*WHAT IS REQUIRED*
Output the entries exactly as they appear. Pictures should not be included.

[SUPPLIED INFORMATION Boundary: Start]

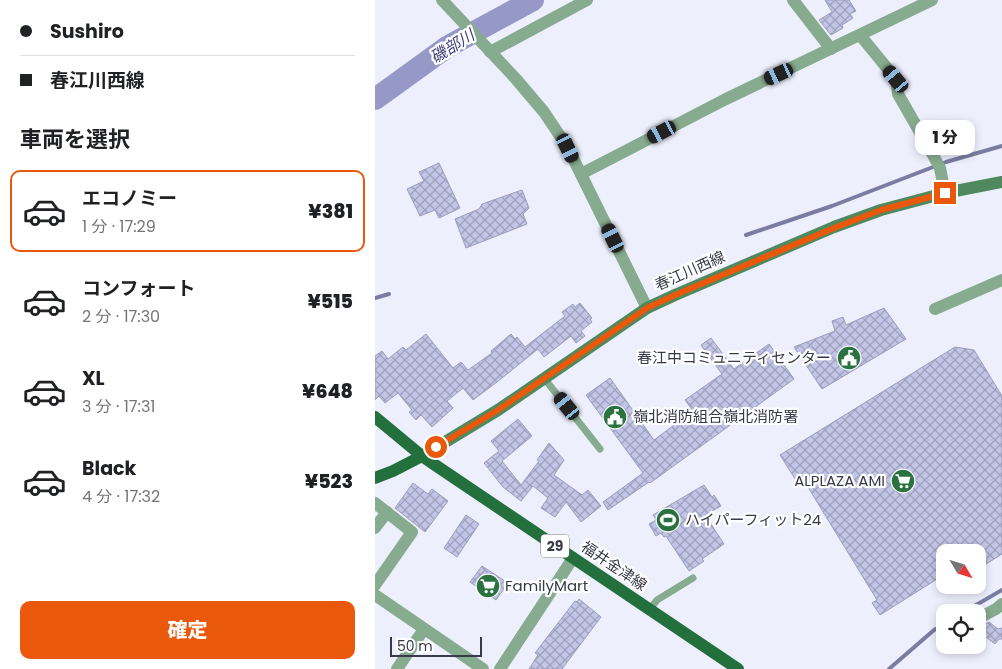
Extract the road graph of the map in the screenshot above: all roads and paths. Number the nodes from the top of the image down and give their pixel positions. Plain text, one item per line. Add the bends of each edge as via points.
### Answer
1 (442, 0) edge
2 (587, 0) edge
3 (793, 0) edge
4 (932, 0) edge
5 (860, 35) junction
6 (831, 49) junction
7 (490, 52) junction
8 (581, 174) junction
9 (1002, 182) edge
10 (945, 193) junction
11 (1002, 280) edge
12 (647, 308) junction
13 (935, 309) dead end
14 (544, 378) junction
15 (375, 417) edge
16 (600, 449) dead end
17 (422, 456) junction
18 (375, 478) edge
19 (375, 503) edge
20 (387, 512) junction
21 (375, 528) edge
22 (573, 558) junction
23 (693, 578) dead end
24 (375, 585) edge
25 (375, 595) edge
26 (1002, 604) edge
27 (650, 609) junction
28 (986, 614) edge
29 (424, 630) junction
30 (397, 669) edge
31 (483, 669) edge
32 (500, 669) edge
33 (738, 669) edge

1 - 7 street
2 - 7 street
3 - 6 street
4 - 5 street
5 - 6 street
5 - 10 street via 896,79 898,94 940,168
6 - 8 street
7 - 8 street via 543,112 568,148
8 - 12 street
9 - 10 main road, 春江川西線
10 - 12 main road, 春江川西線 via 881,210 834,228
11 - 13 street
12 - 14 main road, 春江川西線
14 - 16 lane
14 - 17 main road, 春江川西線
15 - 17 main road, 福井金津線 / 29
17 - 18 main road
17 - 22 main road, 福井金津線 / 29
19 - 20 street
20 - 21 street
20 - 24 street via 412,532
22 - 27 main road, 福井金津線 / 29
22 - 32 street
23 - 27 lane via 657,600
25 - 29 street
26 - 28 street
27 - 33 main road, 福井金津線 / 29
29 - 30 street
29 - 31 street

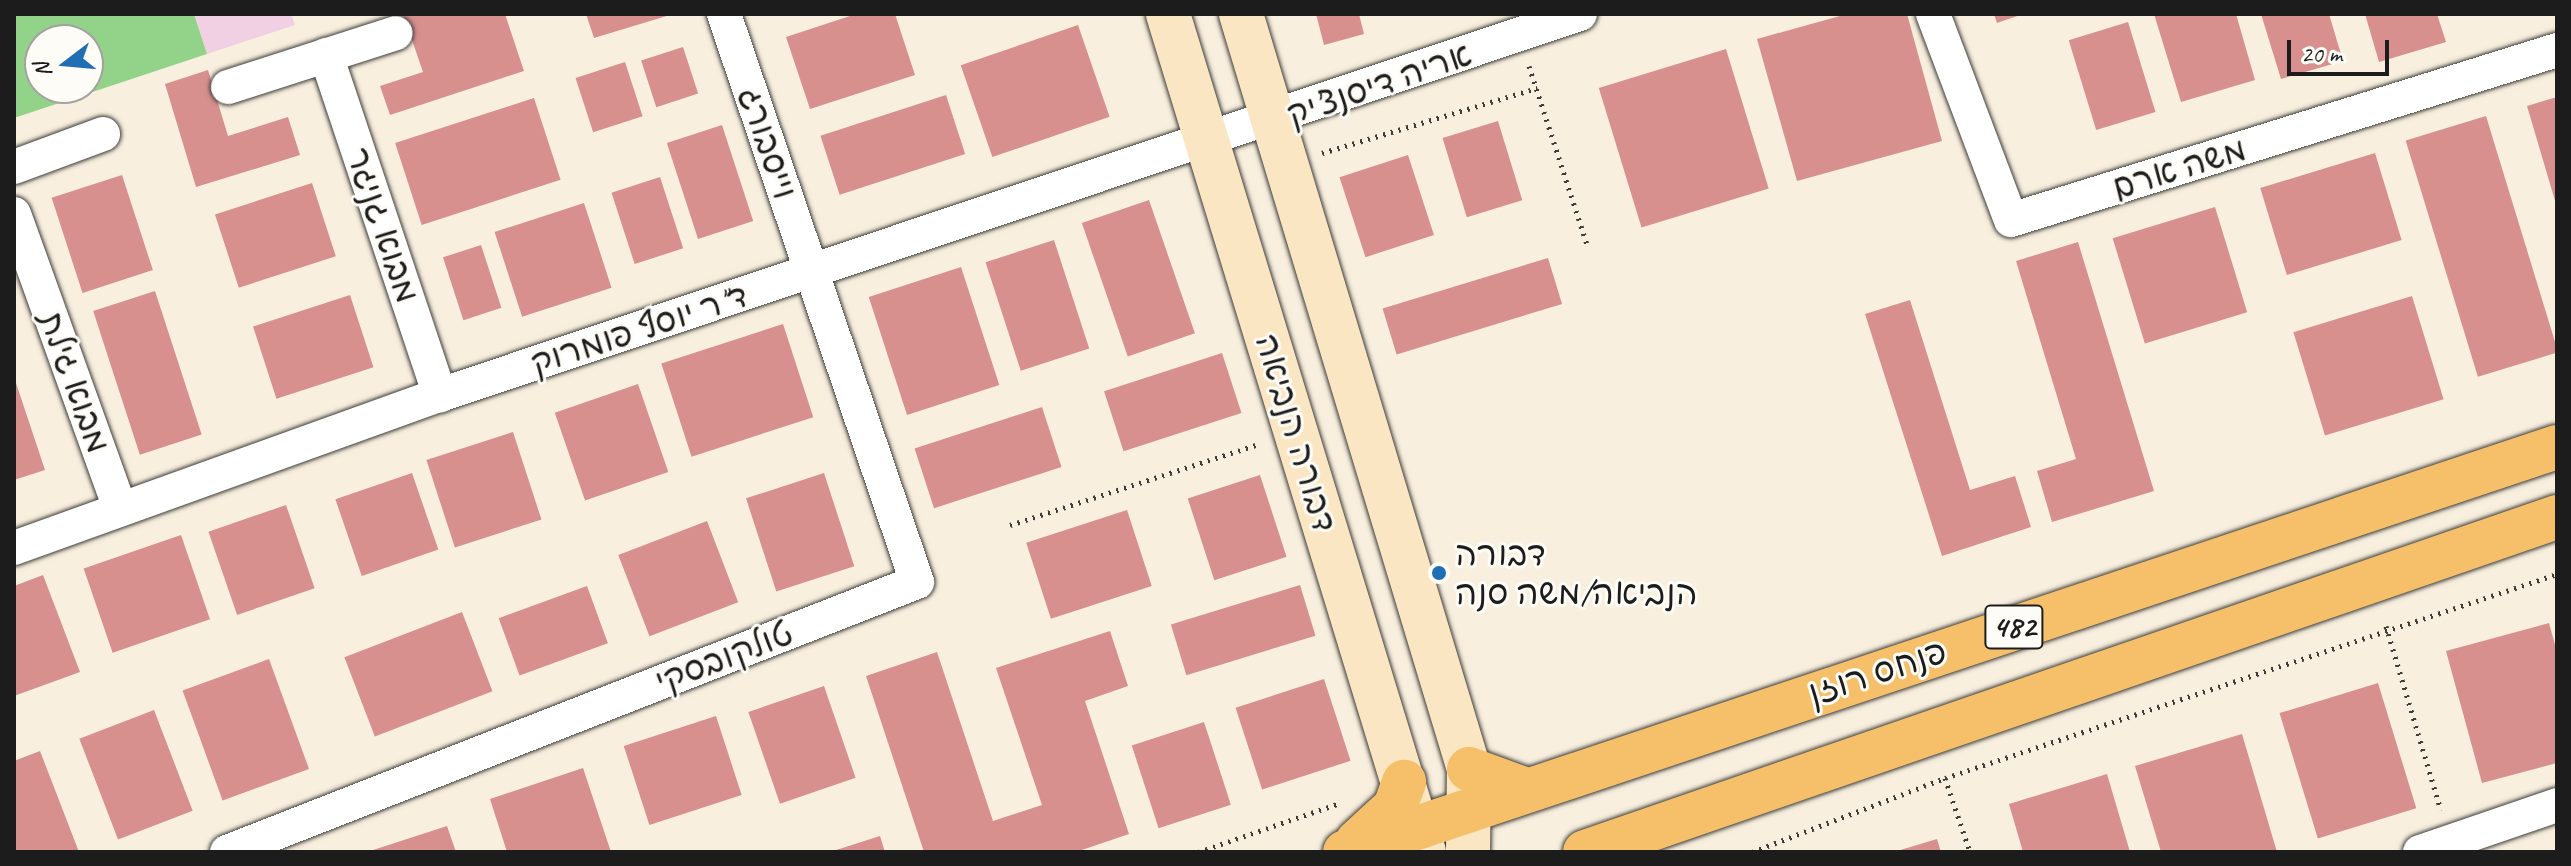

[SUPPLIED INFORMATION Boundary: End]

*RESULT OF THIS EXERCISE*
Extract the road graph of the map in the screenshot above: all roads and paths. Number the nodes from the top of the image down and give their pixel positions. Plain text, one item per line. Add the bends of each edge as via points.
### Answer
1 (442, 0) edge
2 (587, 0) edge
3 (793, 0) edge
4 (932, 0) edge
5 (860, 35) junction
6 (831, 49) junction
7 (490, 52) junction
8 (581, 174) junction
9 (1002, 182) edge
10 (945, 193) junction
11 (1002, 280) edge
12 (647, 308) junction
13 (935, 309) dead end
14 (544, 378) junction
15 (375, 417) edge
16 (600, 449) dead end
17 (422, 456) junction
18 (375, 478) edge
19 (375, 503) edge
20 (387, 512) junction
21 (375, 528) edge
22 (573, 558) junction
23 (693, 578) dead end
24 (375, 585) edge
25 (375, 595) edge
26 (1002, 604) edge
27 (650, 609) junction
28 (986, 614) edge
29 (424, 630) junction
30 (397, 669) edge
31 (483, 669) edge
32 (500, 669) edge
33 (738, 669) edge

1 - 7 street
2 - 7 street
3 - 6 street
4 - 5 street
5 - 6 street
5 - 10 street via 896,79 898,94 940,168
6 - 8 street
7 - 8 street via 543,112 568,148
8 - 12 street
9 - 10 main road, 春江川西線
10 - 12 main road, 春江川西線 via 881,210 834,228
11 - 13 street
12 - 14 main road, 春江川西線
14 - 16 lane
14 - 17 main road, 春江川西線
15 - 17 main road, 福井金津線 / 29
17 - 18 main road
17 - 22 main road, 福井金津線 / 29
19 - 20 street
20 - 21 street
20 - 24 street via 412,532
22 - 27 main road, 福井金津線 / 29
22 - 32 street
23 - 27 lane via 657,600
25 - 29 street
26 - 28 street
27 - 33 main road, 福井金津線 / 29
29 - 30 street
29 - 31 street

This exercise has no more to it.